### Input data
================================

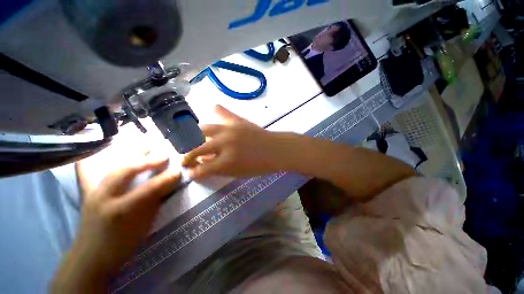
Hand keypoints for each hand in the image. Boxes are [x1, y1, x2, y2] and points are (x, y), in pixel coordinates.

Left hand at [52, 154, 179, 291]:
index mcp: (121, 211)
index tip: (178, 171)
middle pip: (126, 172)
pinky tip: (98, 151)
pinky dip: (93, 160)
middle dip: (147, 161)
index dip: (165, 179)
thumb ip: (154, 202)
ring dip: (130, 155)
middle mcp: (103, 198)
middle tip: (163, 154)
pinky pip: (87, 173)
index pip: (148, 190)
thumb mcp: (143, 226)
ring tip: (144, 145)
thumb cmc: (121, 243)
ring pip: (112, 168)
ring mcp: (93, 194)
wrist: (91, 256)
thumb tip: (168, 184)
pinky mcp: (87, 193)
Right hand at [182, 105, 289, 178]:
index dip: (193, 172)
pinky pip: (221, 111)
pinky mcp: (237, 120)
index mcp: (226, 163)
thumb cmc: (260, 166)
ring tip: (196, 140)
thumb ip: (218, 169)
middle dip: (188, 156)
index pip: (201, 169)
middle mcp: (224, 144)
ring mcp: (229, 129)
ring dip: (195, 136)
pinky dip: (214, 112)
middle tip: (187, 158)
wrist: (276, 150)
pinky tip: (210, 113)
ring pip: (202, 129)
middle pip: (196, 148)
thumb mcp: (238, 173)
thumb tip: (203, 162)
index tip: (190, 172)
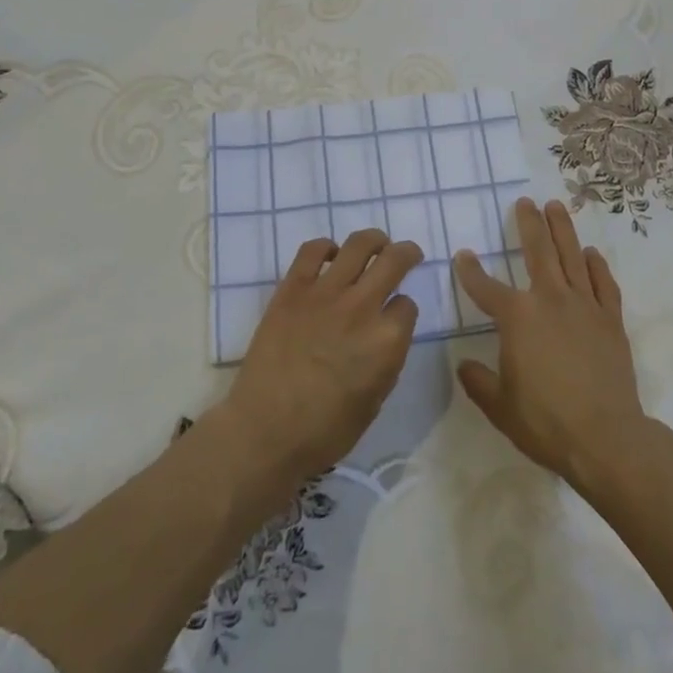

================================

Repeat each line of the material exactly, please, and skip every picture.

### Response box
Hand keypoints for each hand in the image. Boxes are [x1, y1, x2, y2] and points are (x, y), in pixel coordinates.

Left hand at [52, 154, 179, 291]:
index mcp: (121, 211)
index tip: (178, 171)
middle pip: (126, 172)
pinky tip: (98, 151)
pinky dip: (93, 160)
middle dip: (147, 161)
index dip: (165, 179)
thumb ip: (154, 202)
ring dip: (130, 155)
middle mcp: (103, 198)
middle tip: (163, 154)
pinky pip: (87, 173)
index pip: (148, 190)
thumb mcp: (143, 226)
ring tip: (144, 145)
thumb cmc: (121, 243)
ring pip: (112, 168)
ring mcp: (93, 194)
wrist: (91, 256)
thumb tip: (168, 184)
pinky mcp: (87, 193)
Right hand at [182, 105, 289, 178]:
index dip: (193, 172)
pinky pip: (221, 111)
pinky mcp: (237, 120)
index mcp: (226, 163)
thumb cmc: (260, 166)
ring tip: (196, 140)
thumb ip: (218, 169)
middle dip: (188, 156)
index pip: (201, 169)
middle mcp: (224, 144)
ring mcp: (229, 129)
ring dip: (195, 136)
pinky dip: (214, 112)
middle tip: (187, 158)
wrist: (276, 150)
pinky tip: (210, 113)
ring pip: (202, 129)
middle pip: (196, 148)
thumb mcp: (238, 173)
thumb tip: (203, 162)
index tip: (190, 172)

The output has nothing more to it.